== Records for this task ==

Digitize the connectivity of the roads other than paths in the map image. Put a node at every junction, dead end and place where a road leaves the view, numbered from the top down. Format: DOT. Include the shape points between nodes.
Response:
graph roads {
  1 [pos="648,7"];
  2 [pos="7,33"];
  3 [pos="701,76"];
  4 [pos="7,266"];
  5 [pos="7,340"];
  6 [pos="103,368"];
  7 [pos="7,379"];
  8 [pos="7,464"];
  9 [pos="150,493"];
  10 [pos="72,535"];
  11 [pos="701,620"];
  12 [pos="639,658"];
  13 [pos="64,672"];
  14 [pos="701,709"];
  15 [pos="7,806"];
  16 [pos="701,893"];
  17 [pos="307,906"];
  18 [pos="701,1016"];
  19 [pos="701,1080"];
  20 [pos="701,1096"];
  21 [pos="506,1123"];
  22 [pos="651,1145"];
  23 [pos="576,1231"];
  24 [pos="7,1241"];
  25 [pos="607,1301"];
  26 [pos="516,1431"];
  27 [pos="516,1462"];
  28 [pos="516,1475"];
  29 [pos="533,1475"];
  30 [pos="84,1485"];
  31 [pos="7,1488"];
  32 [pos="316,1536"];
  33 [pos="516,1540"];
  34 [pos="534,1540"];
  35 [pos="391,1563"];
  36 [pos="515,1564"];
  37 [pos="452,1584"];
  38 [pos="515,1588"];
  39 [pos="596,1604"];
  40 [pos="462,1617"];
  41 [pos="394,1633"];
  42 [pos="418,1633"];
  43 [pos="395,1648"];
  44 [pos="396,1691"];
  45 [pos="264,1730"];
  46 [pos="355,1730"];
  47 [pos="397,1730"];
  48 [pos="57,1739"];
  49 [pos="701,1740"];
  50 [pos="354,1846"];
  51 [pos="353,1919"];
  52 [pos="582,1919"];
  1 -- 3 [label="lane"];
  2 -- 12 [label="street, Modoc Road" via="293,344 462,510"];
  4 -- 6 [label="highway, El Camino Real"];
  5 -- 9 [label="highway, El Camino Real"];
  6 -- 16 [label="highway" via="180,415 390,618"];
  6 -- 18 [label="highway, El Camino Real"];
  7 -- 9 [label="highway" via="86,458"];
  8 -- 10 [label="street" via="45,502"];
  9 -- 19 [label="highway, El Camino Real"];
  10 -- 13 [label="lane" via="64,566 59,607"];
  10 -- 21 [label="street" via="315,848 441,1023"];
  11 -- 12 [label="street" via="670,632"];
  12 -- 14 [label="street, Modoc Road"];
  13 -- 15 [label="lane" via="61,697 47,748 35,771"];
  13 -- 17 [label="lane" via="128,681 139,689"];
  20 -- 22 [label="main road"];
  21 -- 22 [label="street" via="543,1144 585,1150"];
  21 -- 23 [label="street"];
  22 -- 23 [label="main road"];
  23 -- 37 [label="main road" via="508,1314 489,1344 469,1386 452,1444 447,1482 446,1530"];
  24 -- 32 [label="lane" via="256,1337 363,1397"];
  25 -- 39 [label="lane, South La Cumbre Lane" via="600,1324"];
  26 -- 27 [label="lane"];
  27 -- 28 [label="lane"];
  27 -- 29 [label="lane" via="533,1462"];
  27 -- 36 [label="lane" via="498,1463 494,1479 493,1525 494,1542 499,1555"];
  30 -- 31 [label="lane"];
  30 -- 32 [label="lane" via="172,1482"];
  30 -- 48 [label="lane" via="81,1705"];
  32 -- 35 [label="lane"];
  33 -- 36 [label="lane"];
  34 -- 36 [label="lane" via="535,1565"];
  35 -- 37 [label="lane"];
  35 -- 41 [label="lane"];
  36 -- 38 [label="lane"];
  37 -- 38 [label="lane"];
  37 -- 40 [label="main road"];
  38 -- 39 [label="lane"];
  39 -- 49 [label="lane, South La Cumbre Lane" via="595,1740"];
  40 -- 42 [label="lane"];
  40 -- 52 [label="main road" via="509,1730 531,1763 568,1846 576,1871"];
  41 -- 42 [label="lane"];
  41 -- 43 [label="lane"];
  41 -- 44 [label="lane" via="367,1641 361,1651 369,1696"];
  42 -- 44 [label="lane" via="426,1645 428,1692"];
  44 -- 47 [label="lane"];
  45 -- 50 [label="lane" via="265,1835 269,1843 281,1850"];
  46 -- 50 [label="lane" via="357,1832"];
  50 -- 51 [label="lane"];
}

== Description of the task ==
Retype the whole listing, matching it exactly.

== Your solution ==
Digitize the connectivity of the roads other than paths in the map image. Put a node at every junction, dead end and place where a road leaves the view, numbered from the top down. Format: DOT. Include the shape points between nodes.
Response:
graph roads {
  1 [pos="648,7"];
  2 [pos="7,33"];
  3 [pos="701,76"];
  4 [pos="7,266"];
  5 [pos="7,340"];
  6 [pos="103,368"];
  7 [pos="7,379"];
  8 [pos="7,464"];
  9 [pos="150,493"];
  10 [pos="72,535"];
  11 [pos="701,620"];
  12 [pos="639,658"];
  13 [pos="64,672"];
  14 [pos="701,709"];
  15 [pos="7,806"];
  16 [pos="701,893"];
  17 [pos="307,906"];
  18 [pos="701,1016"];
  19 [pos="701,1080"];
  20 [pos="701,1096"];
  21 [pos="506,1123"];
  22 [pos="651,1145"];
  23 [pos="576,1231"];
  24 [pos="7,1241"];
  25 [pos="607,1301"];
  26 [pos="516,1431"];
  27 [pos="516,1462"];
  28 [pos="516,1475"];
  29 [pos="533,1475"];
  30 [pos="84,1485"];
  31 [pos="7,1488"];
  32 [pos="316,1536"];
  33 [pos="516,1540"];
  34 [pos="534,1540"];
  35 [pos="391,1563"];
  36 [pos="515,1564"];
  37 [pos="452,1584"];
  38 [pos="515,1588"];
  39 [pos="596,1604"];
  40 [pos="462,1617"];
  41 [pos="394,1633"];
  42 [pos="418,1633"];
  43 [pos="395,1648"];
  44 [pos="396,1691"];
  45 [pos="264,1730"];
  46 [pos="355,1730"];
  47 [pos="397,1730"];
  48 [pos="57,1739"];
  49 [pos="701,1740"];
  50 [pos="354,1846"];
  51 [pos="353,1919"];
  52 [pos="582,1919"];
  1 -- 3 [label="lane"];
  2 -- 12 [label="street, Modoc Road" via="293,344 462,510"];
  4 -- 6 [label="highway, El Camino Real"];
  5 -- 9 [label="highway, El Camino Real"];
  6 -- 16 [label="highway" via="180,415 390,618"];
  6 -- 18 [label="highway, El Camino Real"];
  7 -- 9 [label="highway" via="86,458"];
  8 -- 10 [label="street" via="45,502"];
  9 -- 19 [label="highway, El Camino Real"];
  10 -- 13 [label="lane" via="64,566 59,607"];
  10 -- 21 [label="street" via="315,848 441,1023"];
  11 -- 12 [label="street" via="670,632"];
  12 -- 14 [label="street, Modoc Road"];
  13 -- 15 [label="lane" via="61,697 47,748 35,771"];
  13 -- 17 [label="lane" via="128,681 139,689"];
  20 -- 22 [label="main road"];
  21 -- 22 [label="street" via="543,1144 585,1150"];
  21 -- 23 [label="street"];
  22 -- 23 [label="main road"];
  23 -- 37 [label="main road" via="508,1314 489,1344 469,1386 452,1444 447,1482 446,1530"];
  24 -- 32 [label="lane" via="256,1337 363,1397"];
  25 -- 39 [label="lane, South La Cumbre Lane" via="600,1324"];
  26 -- 27 [label="lane"];
  27 -- 28 [label="lane"];
  27 -- 29 [label="lane" via="533,1462"];
  27 -- 36 [label="lane" via="498,1463 494,1479 493,1525 494,1542 499,1555"];
  30 -- 31 [label="lane"];
  30 -- 32 [label="lane" via="172,1482"];
  30 -- 48 [label="lane" via="81,1705"];
  32 -- 35 [label="lane"];
  33 -- 36 [label="lane"];
  34 -- 36 [label="lane" via="535,1565"];
  35 -- 37 [label="lane"];
  35 -- 41 [label="lane"];
  36 -- 38 [label="lane"];
  37 -- 38 [label="lane"];
  37 -- 40 [label="main road"];
  38 -- 39 [label="lane"];
  39 -- 49 [label="lane, South La Cumbre Lane" via="595,1740"];
  40 -- 42 [label="lane"];
  40 -- 52 [label="main road" via="509,1730 531,1763 568,1846 576,1871"];
  41 -- 42 [label="lane"];
  41 -- 43 [label="lane"];
  41 -- 44 [label="lane" via="367,1641 361,1651 369,1696"];
  42 -- 44 [label="lane" via="426,1645 428,1692"];
  44 -- 47 [label="lane"];
  45 -- 50 [label="lane" via="265,1835 269,1843 281,1850"];
  46 -- 50 [label="lane" via="357,1832"];
  50 -- 51 [label="lane"];
}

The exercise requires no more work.